El frío y la memoria son una misma cosa para quienes hemos nacido frioleros. Yo podría reconstruir el curso de mis días sólo evocando las veces que un viento seco me ha cortado la cara o una niebla fina se me ha metido en las entrañas. Uno de esos fríos que no olvido se repitió diciembre a diciembre mientras fui niño, cada vez que se me echaba encima la noche del 24. El jaleo tomaba las riendas de la casa de mi abuela. Ella encendía su chimenea para luchar contra el termómetro segoviano. La cena avanzaba distinta a otras, con más platos y palabras de los necesarios. Y a mí me gustaba escabullirme de la mesa para trastear con la lumbre hasta que el fuego o mi abuela me sacaban los colores. En un momento dado, mi madre se levantaba inopinadamente para buscar los abrigos: el resto de la familia seguiría al calor de la juerga pero nosotros salíamos al frío de la madrugada para ir juntos a la Misa del Gallo. Y ese golpe helado al abrir la puerta en medio de la noche aún sigue caldeando mi fe.
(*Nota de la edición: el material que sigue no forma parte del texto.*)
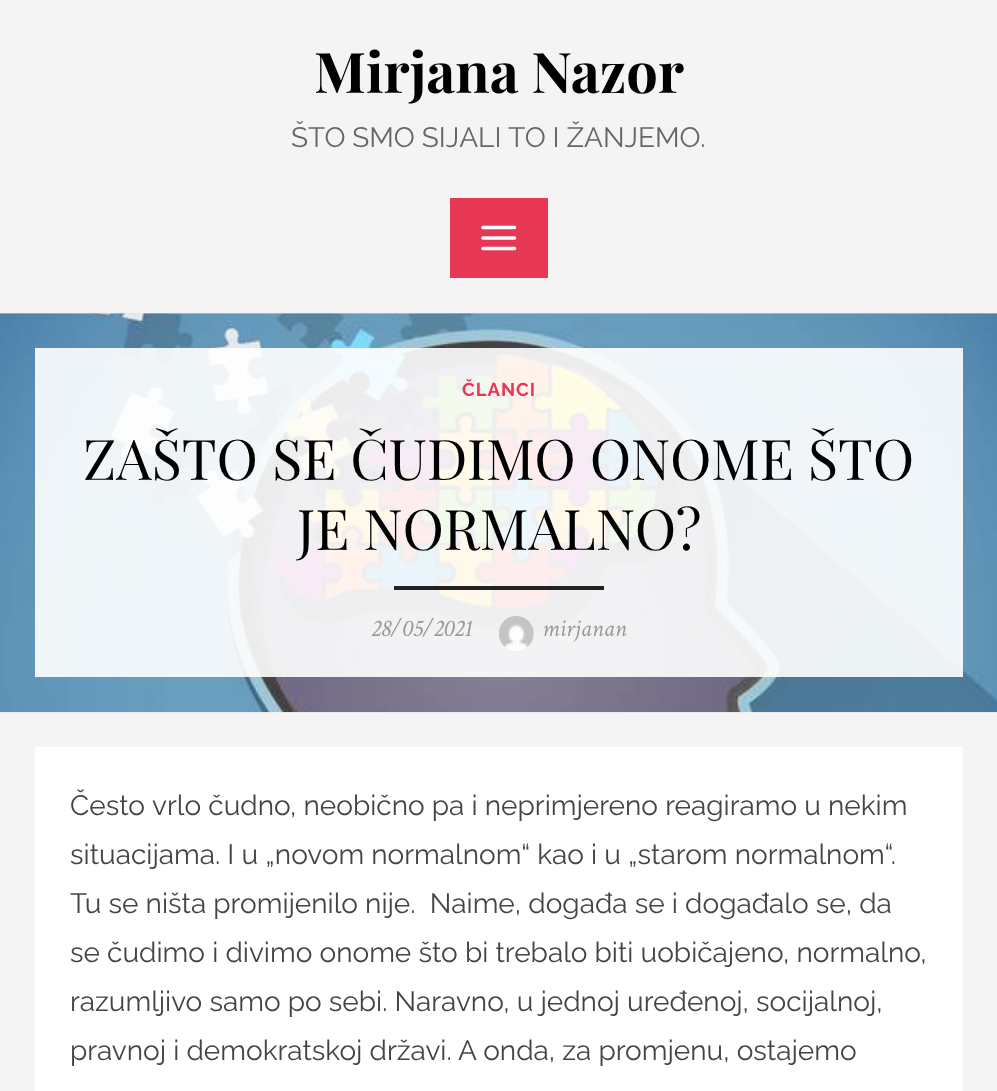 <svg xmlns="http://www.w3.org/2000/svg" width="997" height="1091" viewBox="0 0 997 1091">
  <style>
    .t1 { font: bold 56px Playfair Display; fill: #000; }
    .t2 { font: 28px Raleway; fill: #666; }
    .t3 { font: bold 18.5px Raleway; letter-spacing: 1px; fill: #e63855; }
    .t4 { font: 56px Playfair Display; fill: #000; }
    .t5 { font: italic 24.5px Crimson Text; fill: #999; }
    .t6 { font: 28px Raleway; fill: #444; }
  </style>
  <rect width="100%" height="100%" fill="#f4f4f4"/>
  <text x="314" y="93" class="t1">Mirjana Nazor</text>
  <text x="291" y="147" word-spacing="-0.25" class="t2">ŠTO SMO SIJALI TO I ŽANJEMO.</text>
  <rect x="450" y="198" width="98" height="80" fill="#e63855"/>
  <image x="481" y="225" width="36" height="26" href="images/1.png"/>
  <rect x="0" y="313" width="997" height="1" fill="#e1e1e1"/>
  <image x="0" y="313" width="997" height="400" href="images/2.png"/>
  <rect x="35" y="348" width="928" height="329" fill="#ffffffe6"/>
  <text x="462" y="396" class="t3">ČLANCI</text>
  <text x="83" y="480" class="t4">ZAŠTO SE ČUDIMO ONOME ŠTO</text>
  <text x="297" y="550" class="t4">JE NORMALNO?</text>
  <rect x="394" y="586" width="210" height="4" fill="#222"/>
  <text x="371" y="636" class="t5">28/05/2021</text>
  <image x="499" y="616" width="35" height="35" href="images/3.png"/>
  <text x="542" y="636" class="t5">mirjanan</text>
  <rect x="35" y="747" width="928" height="344" fill="#fff"/>
  <text x="70" y="815" class="t6">Često vrlo čudno, neobično pa i neprimjereno reagiramo u nekim</text>
  <text x="70" y="864" class="t6">situacijama. I u „novom normalnom“ kao i u „starom normalnom“.</text>
  <text x="70" y="913" class="t6" xml:space="preserve">Tu se ništa promijenilo nije.  Naime, događa se i događalo se, da</text>
  <text x="70" y="962" class="t6">se čudimo i divimo onome što bi trebalo biti uobičajeno, normalno,</text>
  <text x="70" y="1011" class="t6">razumljivo samo po sebi. Naravno, u jednoj uređenoj, socijalnoj,</text>
  <text x="70" y="1060" class="t6">pravnoj i demokratskoj državi. A onda, za promjenu, ostajemo</text>
</svg>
Quizá por eso me he rebelado alguna vez cuando algún párroco con demasiado sentido práctico ha querido adelantar o hasta suprimir la misa de vigilia en Nochebuena. Es cierto que sobre el particular discuten los autores: en rigor, la sabiduría litúrgica sólo indica explícitamente el sentido nocturno de la vigilia de Pascua, la más antigua de la Iglesia. Pero junto a ella hay hoy otras siete misas de vigilia (el número ha ido variando), todas con textos propios que subrayan la singular santidad del misterio celebrado. Al quebrar el ritmo de la noche –descanso y silencio– para esperar y cantar al Señor que viene, las vigilias tienen algo de disruptivo y de atrayente al mismo tiempo. Como lo tuvo la salida de Egipto para el pueblo de Israel, la entrada en la carne para el Niño de Belén, o el paso al seno del Padre para el Crucificado-Resucitado. Como lo tenía aquel estremecimiento que, siendo niño, me hacía barruntar al Esposo en las calles gélidas y oscuras de la Nochebuena. Hay cosas que sólo se pueden percibir y agradecer cuando se alteran el tiempo y la costumbre. Sólo de noche puede una abuela prender el hogar para abrigar a sus nietos. Sólo en noches de vigilia puede el frío divino calar hasta los huesos.